He makes inquiries about Wraithe. She appeared six years ago. The town board discussed her. The county human services department was consulted. The police declared her harmless, but pressure for her removal built until Police Chief Evan Sanders stood up before the town board and said, “If you’re going to get rid of her, why not the junkies?” She at least was sober, if mad. But she continues to have her detractors — cluckers, Sanders calls them — because she’s indigent. So are the longhairs on the village green, and near to indigence most of the artists, writers and musicians. The young cops are offended by her enemies. Why pick on her in a town of authorized loonies? These pony-tailed cops are a far cry from the high-school bullies he remembers. He takes to leaving food in the crook of her oak. He wraps it in plastic bags stowed in a big nickel-plated kettle from the hotel. He leaves her some silverware in deference to her obvious education. He watches from his evergreen blind as she sits at various stones, eating ceremoniously, chatting, feeding cats, squirrels and birds. This gives him more pleasure than anything since he at age eight filched food from the boarding school pantry and took it to eat in his bullbriar hideout, talking earnestly with his invisible companion and advisor, Amir. This girl reminds him of that nameless bullbriar boy and his friend Amir. God knows he needed a friend in that genteel hell. Yes, and God gave him a stepfather, Sandro, and now Sandro is gone like everyone else on this hill, except for Wraithe and maybe himself — and Flossie.

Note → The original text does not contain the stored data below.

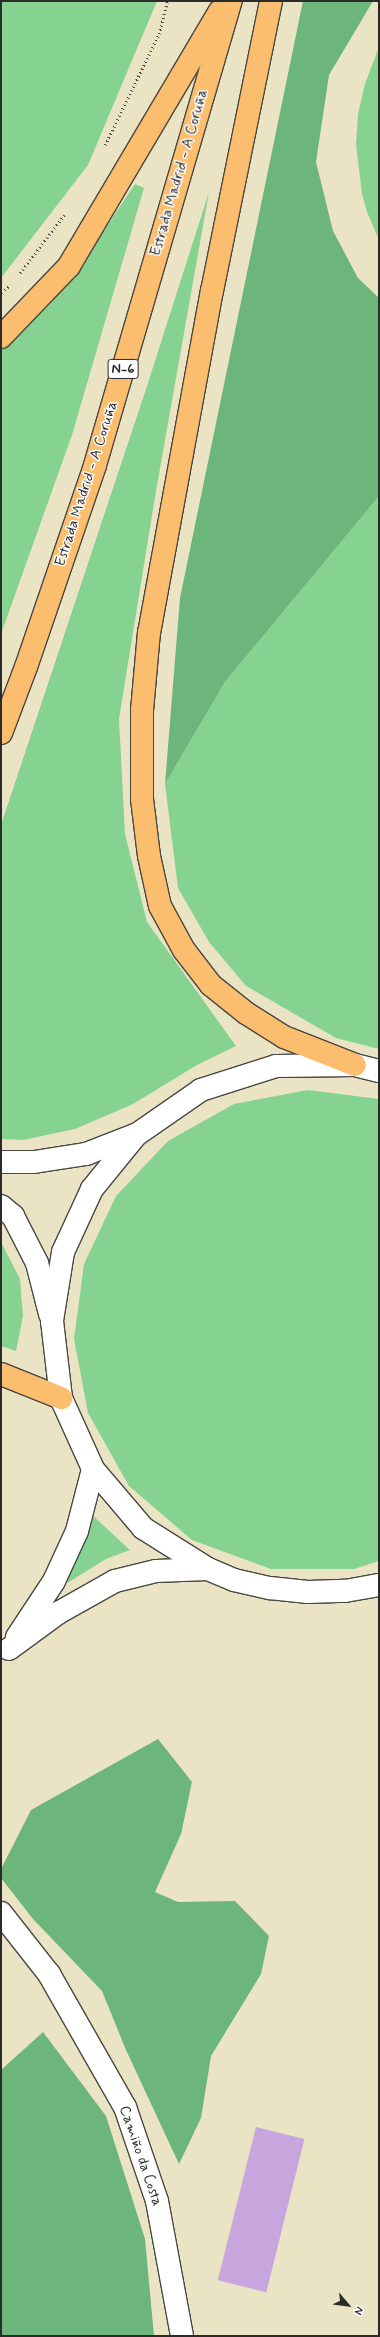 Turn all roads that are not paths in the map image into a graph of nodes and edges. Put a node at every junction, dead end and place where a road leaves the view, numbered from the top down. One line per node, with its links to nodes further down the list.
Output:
1 (225, 1): 4 (highway)
2 (231, 1): 5 (highway, Estrada Madrid - A Coruña / N-6)
3 (271, 1): 6 (highway)
4 (1, 337)
5 (1, 733)
6 (355, 1065): 7 (street); 8 (street)
7 (379, 1071)
8 (136, 1134): 9 (street); 11 (street)
9 (1, 1162)
10 (1, 1206): 11 (street)
11 (52, 1321): 13 (street)
12 (1, 1374): 13 (highway)
13 (61, 1398): 14 (street)
14 (93, 1469): 15 (street); 17 (street)
15 (208, 1570): 16 (street); 17 (street)
16 (379, 1585)
17 (5, 1654)
18 (1, 1914): 19 (street, Camiño da Costa)
19 (182, 2336) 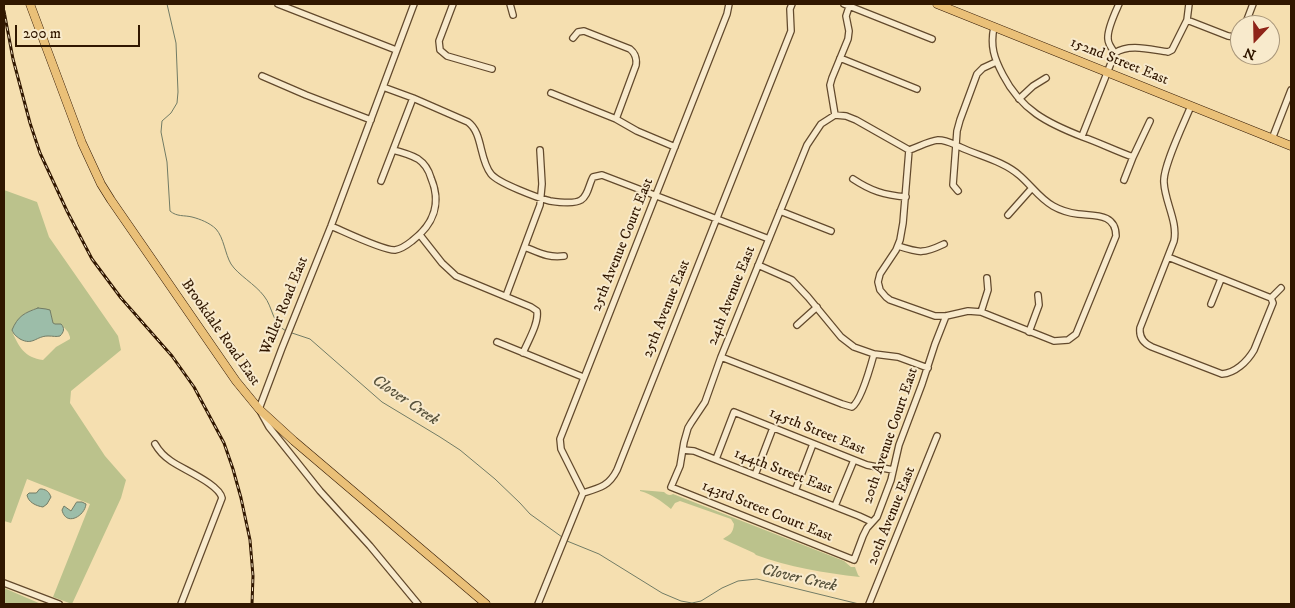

The autistic need to control their environment, to touch the world only on their terms, these matters he understands. There’s little difference between him and Wraithe. They have broken down on their own terms and must mend in the same way. He touches the jagged scars in his head. The only touch he ever trusted was that of Navy doctors and nurses. How can you yearn for touch and yet not wish to be touched? Bo knows.

So compulsive is his doodling, as he calls it, he’d hardly miss a notebook and he doesn’t miss one of the sketchbooks he leaves in his blind on the hill. When he was young his doodling consisted of catenaries resembling comet tails, scimitars, contrails. Not surprising in a merchant marine navigator familiar with great circles, but he’d probably agree if it were pointed out to him that these early doodads were redolent of the Russian constructivists. He might even have agreed they derived of his need to stand clear of people. But his many visits to the Netherlands — he knows every buoy and bell and light in the Nieuwe Maas — drew him inevitably to traditional draftsmanship. He spent many hours sketching in the Stedelijk Museum in Amsterdam. He has no idea to this day his work has been admired by talented peers looking over his shoulder in museums around the world. He’s devoid of aspiration. He merely wishes he could draw. He can’t think of a more enviable skill. He wonders from time to time if he’d have nerve enough to enroll in art classes, but these reveries are always burgled by remembering the day he showed Ulrike some drawings when he was fourteen. “Oh dear, I’m afraid you’re a klutz. But it’s all right, maybe God has given you other skills.”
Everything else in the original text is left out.